The work _De Bella Catilinae_ formed the beginning of his historical
compositions, as is clear from the author's own introduction; but it
was not written till after the murder of Caesar in B. C. 44. In it he
describes the conspiracy of L. Sergius Catilina, a man of noble birth and
high rank, but ruined circumstances; its discovery, and the punishment
of the conspirators at Rome in B. C. 63; and its final and complete
suppression in a pitched battle at the beginning of the year B. C. 62.
The _Bellum Jugurthinum_ treats of the life of Jugurtha, who in
B. C. 118, together with his cousins, Adherbal and Hiempsal, governed
Numidia. Having crushed his two cousins by fraud and violence, Jugurtha
afterwards maintained himself in his usurped kingdom for several years
against the Roman armies and generals that were sent out against him,
until in the end, after several defeats sustained at the hands of the
Roman consuls, L. Metullus and C. Marius, his own ally, Bocchus, king of
Mauretania, delivered him up into the hands of the Roman quaestor,
L. Sulla.
In the work on the war of Catiline, Sallust reveals especially the
corruption of what was called the Roman nobility, by tracing the criminal
designs of the conspirators to their sources - avarice, and the love of
pleasure. In the history of the Jugurthine war, he particularly exposes
and condemns the system of bribery in which the leading men of that
age indulged; but on the other hand, he draws a pleasing contrast in
describing the restoration of military discipline by Metullus and Marius.
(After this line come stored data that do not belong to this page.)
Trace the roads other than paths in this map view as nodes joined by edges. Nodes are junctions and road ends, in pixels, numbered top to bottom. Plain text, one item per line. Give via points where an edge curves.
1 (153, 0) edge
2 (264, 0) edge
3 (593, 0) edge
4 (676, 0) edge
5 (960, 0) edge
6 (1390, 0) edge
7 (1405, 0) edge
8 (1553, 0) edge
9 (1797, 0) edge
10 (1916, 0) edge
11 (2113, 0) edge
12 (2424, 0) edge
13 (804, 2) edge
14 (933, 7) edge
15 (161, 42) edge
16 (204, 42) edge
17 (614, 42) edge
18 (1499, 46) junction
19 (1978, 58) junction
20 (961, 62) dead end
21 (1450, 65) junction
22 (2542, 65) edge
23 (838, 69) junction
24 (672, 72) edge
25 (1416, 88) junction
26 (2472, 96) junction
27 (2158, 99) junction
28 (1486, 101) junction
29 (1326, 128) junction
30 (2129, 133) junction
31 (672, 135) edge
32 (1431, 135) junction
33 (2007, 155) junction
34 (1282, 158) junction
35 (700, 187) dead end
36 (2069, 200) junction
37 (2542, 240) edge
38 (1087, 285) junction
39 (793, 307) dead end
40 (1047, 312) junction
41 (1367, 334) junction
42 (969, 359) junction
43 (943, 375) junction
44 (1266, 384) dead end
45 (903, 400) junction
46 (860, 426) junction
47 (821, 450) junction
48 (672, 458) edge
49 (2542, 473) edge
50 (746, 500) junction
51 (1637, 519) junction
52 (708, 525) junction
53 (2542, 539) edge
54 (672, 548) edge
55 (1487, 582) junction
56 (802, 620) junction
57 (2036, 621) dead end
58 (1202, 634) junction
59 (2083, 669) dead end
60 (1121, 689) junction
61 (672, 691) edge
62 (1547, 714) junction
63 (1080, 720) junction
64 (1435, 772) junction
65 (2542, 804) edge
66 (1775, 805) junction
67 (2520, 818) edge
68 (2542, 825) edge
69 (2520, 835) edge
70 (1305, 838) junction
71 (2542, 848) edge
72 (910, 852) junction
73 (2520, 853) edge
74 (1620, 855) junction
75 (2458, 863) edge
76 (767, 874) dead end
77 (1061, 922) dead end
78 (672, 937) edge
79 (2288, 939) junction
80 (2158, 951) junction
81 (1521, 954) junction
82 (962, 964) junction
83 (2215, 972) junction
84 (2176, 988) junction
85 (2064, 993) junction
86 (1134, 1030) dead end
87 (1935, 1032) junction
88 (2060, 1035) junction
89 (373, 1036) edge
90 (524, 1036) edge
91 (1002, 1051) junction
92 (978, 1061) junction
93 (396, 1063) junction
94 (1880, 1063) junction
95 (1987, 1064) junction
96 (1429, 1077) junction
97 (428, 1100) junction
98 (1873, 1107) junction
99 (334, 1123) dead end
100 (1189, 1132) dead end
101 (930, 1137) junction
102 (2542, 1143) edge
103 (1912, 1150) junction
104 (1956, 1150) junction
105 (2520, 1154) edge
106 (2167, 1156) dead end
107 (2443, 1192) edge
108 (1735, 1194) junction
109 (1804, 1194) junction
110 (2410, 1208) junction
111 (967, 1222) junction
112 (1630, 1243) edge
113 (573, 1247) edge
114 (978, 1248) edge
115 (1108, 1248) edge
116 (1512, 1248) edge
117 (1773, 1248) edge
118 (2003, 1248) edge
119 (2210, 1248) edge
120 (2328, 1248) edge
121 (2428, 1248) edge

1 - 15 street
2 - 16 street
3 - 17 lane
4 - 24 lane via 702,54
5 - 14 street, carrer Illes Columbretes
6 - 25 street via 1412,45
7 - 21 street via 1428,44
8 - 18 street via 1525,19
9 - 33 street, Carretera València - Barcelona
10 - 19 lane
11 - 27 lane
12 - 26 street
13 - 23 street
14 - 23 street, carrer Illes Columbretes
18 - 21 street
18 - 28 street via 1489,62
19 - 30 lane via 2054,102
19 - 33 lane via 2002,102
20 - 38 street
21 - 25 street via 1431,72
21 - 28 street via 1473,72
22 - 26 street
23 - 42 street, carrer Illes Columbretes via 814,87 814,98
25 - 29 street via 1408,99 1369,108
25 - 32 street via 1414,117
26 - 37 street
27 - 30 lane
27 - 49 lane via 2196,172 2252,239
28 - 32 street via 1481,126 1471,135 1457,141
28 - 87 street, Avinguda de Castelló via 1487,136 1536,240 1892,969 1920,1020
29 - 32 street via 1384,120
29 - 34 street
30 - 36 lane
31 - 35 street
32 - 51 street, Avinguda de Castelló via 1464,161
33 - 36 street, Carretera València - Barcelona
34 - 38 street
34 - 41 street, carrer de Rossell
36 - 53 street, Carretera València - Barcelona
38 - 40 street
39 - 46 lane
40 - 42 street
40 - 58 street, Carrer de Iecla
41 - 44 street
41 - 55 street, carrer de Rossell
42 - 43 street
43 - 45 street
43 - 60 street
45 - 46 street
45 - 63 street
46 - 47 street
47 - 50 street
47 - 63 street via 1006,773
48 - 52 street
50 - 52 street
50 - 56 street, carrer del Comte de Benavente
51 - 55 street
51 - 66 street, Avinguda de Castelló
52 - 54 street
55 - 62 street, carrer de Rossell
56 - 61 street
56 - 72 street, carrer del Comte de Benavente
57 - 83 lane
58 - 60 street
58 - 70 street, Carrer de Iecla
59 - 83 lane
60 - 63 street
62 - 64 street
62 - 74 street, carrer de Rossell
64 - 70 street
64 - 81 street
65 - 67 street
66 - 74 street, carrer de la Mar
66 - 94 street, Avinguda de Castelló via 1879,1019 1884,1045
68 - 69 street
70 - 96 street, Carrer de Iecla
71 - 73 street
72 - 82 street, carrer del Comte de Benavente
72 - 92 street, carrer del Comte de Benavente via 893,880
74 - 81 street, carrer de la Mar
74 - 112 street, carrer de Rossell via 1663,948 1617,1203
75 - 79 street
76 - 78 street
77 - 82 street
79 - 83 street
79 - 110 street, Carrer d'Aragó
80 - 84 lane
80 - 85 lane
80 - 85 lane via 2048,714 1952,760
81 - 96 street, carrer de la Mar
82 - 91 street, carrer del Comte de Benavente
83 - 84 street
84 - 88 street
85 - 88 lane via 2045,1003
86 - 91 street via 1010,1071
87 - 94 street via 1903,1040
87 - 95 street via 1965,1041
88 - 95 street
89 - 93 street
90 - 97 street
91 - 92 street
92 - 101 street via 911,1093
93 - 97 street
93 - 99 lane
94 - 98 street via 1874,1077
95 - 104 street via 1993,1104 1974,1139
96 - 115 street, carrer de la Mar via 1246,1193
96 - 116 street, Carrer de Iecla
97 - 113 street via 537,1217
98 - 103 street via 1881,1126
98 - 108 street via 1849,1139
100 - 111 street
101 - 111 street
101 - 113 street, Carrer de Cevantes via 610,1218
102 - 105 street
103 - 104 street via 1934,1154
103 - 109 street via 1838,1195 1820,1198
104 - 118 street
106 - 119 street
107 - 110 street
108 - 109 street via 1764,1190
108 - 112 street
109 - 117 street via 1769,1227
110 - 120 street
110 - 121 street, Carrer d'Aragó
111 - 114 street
The difficult campaigns in the extensive and desert country of Numidia,
and the wonderful events of this war, also deserve the attention of the
reader; the more so, as the author has bestowed the greatest care on
giving vivid descriptions of them.
Among the writings of Sallust, which have been transmitted to us in
manuscripts, and are printed in the larger editions of his works, there
are two epistles addressed to Caesar, containing the author's opinions
and advice regarding the new constitution to be given to the republic,
after the defeat of the optimates and their faction by the dictator. They
are written in his own peculiar style: the first contains excellent ideas
and energetic exposures of the general defects and evils in the state,
as well as plans for remedying them; the second adds some proposals
regarding the courts of justice, and the composition of the senate,
the utility and practicability of which appear somewhat doubtful.
The authenticity of these epistles, therefore, is still a matter of
uncertainty. Lastly, there are two Declamations (_declamationes_), the
one purporting to be by M. Cicero against Sallust, and the other by
Sallust against Cicero; but both are evidently unworthy of the character
and style of the men whose names they bear, and are justly considered to
be the production of some wretched rhetorician of the third or fourth
century of the Christian era.[2] Such declaimers made use of all possible
reports that were current respecting the moral weaknesses of the two men,
and respecting an enmity between them, of which history knows nothing,
and which is contradicted by our author himself, by the praise he
bestows, in his 'Catilinarian War,' upon Cicero.
[2] It has indeed been said that Quinctilian, who wrote about the year 95
after Christ, cites passages from these Declamations; but critical
investigation has shown that these passages are interpolations, and
are found only in the worst manuscripts.
Sallust's character as an historian, and his grammatical style, have
been the subjects of contradictory opinions even among the ancients
themselves - both his own contemporaries, and the men of succeeding ages.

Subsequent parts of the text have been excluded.